Saute the veg in the butter, then stir through the barley and add the liquid and seasonings. Bring to a boil, reduce to a gentle simmer and cook for around 35-45 minutes, till the liquid’s absorbed and the barley’s tender.

Serve with a bit of mild cheese on top – maybe pecorino or crumbled feta.

Lasagne

lasagne

Serves 1.5

1 portion bolognaise sauce (we had about a quarter of the bolognaise we had earlier in the week)

4 sheets lasagne

1 level dessert spoon plain flour

1 level dessert spoon butter

300ml whole milk

1 or 2 bay leaves

Grating of nutmeg

Black pepper

About 100g cheese – we had a combination of pecorino and cheddar

Make your white sauce by melting the butter, stirring in the flour, then gradually adding the milk.

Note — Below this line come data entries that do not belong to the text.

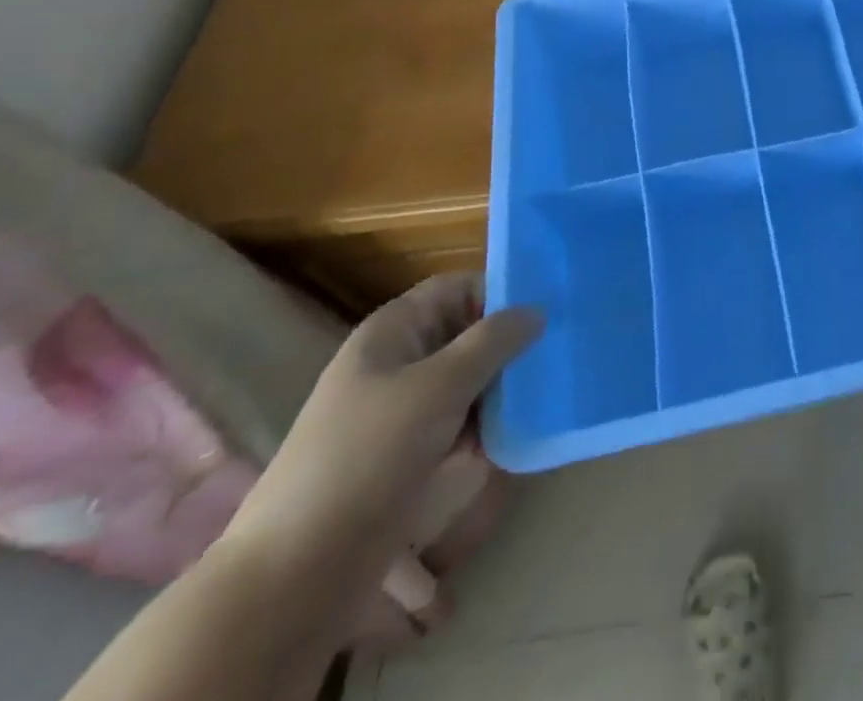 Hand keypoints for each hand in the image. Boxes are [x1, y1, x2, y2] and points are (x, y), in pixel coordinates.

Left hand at [226, 275, 540, 578]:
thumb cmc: (369, 456)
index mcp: (394, 331)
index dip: (502, 292)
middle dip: (512, 342)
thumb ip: (493, 341)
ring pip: (469, 381)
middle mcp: (399, 362)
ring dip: (505, 386)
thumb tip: (537, 311)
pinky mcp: (409, 455)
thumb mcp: (439, 386)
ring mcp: (403, 411)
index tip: (552, 308)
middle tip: (563, 350)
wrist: (298, 574)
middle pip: (467, 334)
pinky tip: (524, 430)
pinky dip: (489, 424)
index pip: (459, 289)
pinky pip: (461, 422)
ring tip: (555, 389) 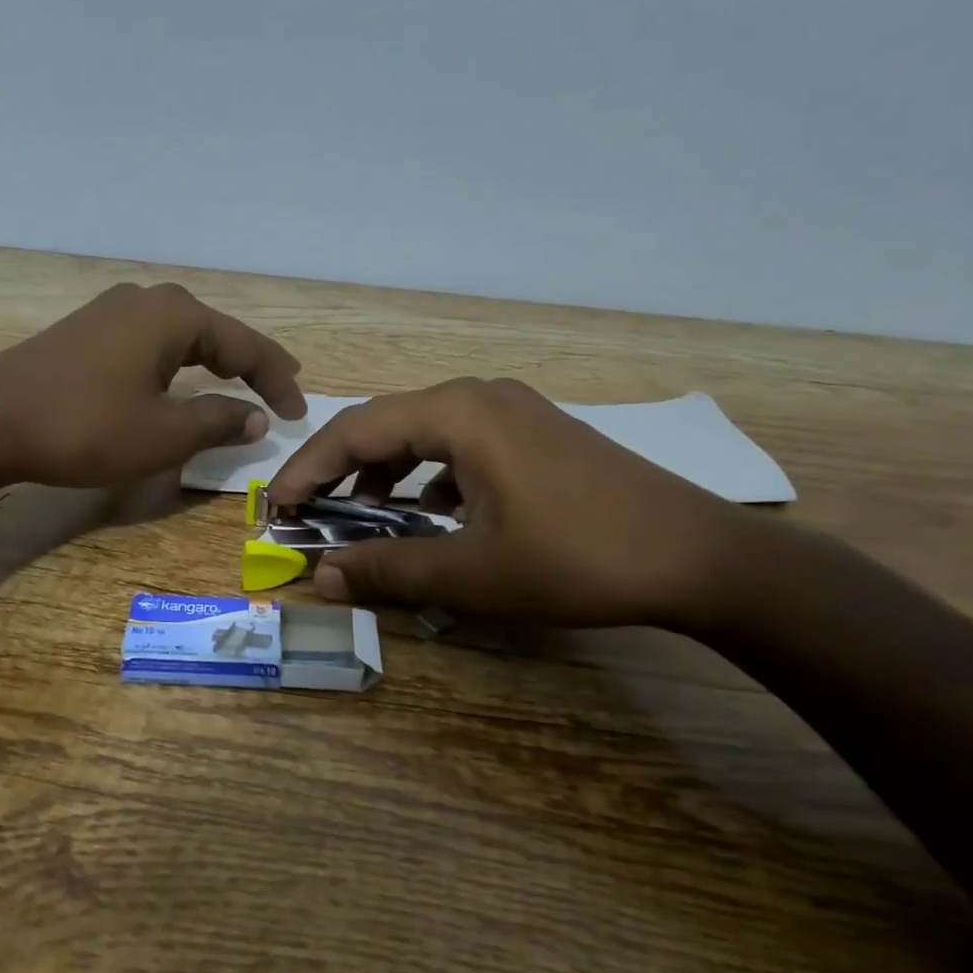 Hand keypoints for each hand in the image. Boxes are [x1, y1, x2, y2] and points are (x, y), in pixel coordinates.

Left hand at [0, 282, 306, 487]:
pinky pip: (150, 343)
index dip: (277, 381)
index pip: (245, 345)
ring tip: (238, 379)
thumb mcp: (164, 434)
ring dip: (213, 360)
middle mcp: (146, 301)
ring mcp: (111, 313)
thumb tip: (255, 418)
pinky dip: (178, 364)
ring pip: (181, 335)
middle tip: (280, 386)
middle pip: (215, 331)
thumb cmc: (85, 426)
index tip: (299, 413)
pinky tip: (177, 379)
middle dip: (250, 361)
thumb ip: (218, 421)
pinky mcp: (86, 332)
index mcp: (175, 316)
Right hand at [268, 377, 751, 629]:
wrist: (696, 556)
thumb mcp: (472, 572)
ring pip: (424, 435)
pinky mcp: (536, 434)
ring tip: (366, 519)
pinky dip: (431, 478)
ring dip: (386, 475)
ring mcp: (514, 411)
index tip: (276, 507)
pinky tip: (433, 517)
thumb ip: (389, 570)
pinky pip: (461, 447)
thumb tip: (322, 576)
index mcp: (457, 412)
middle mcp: (479, 396)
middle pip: (386, 425)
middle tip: (310, 514)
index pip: (354, 430)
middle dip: (341, 471)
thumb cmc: (576, 558)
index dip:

Add the bay leaf, nutmeg and pepper and simmer for about 10 minutes to thicken to a reasonably thin white sauce. Dissaude a cackling baby from using the dog as a Zimmer frame.

Assemble your lasagne. I started with a layer of cheese, then the usual pattern of meat sauce, lasagne and white sauce for two layers. Finish with white sauce and then top with another sprinkling of cheese. Bert liked touching the flour and soft butter, but his sensory play with the cheese turned into him grabbing a large handful and stuffing it in his mouth. Into a hot oven (200 degrees) for about half an hour, till the cheese is bubbling and the lasagne’s cooked through.

I must admit I used a rubber muffin tray for this, imagining a perfectly cute baby portioned lasagne tower on Bert’s plate. (Yes, I did cut individual circles from the lasagne sheets with a wine glass.) My lasagne didn’t have the structural integrity for that outcome, but it would be quite a handy way to make it for the freezer if you greased the muffin tray first and used a rubber one so you could pop the frozen mini lasagnes out. In the muffin tray they took about 20 minutes.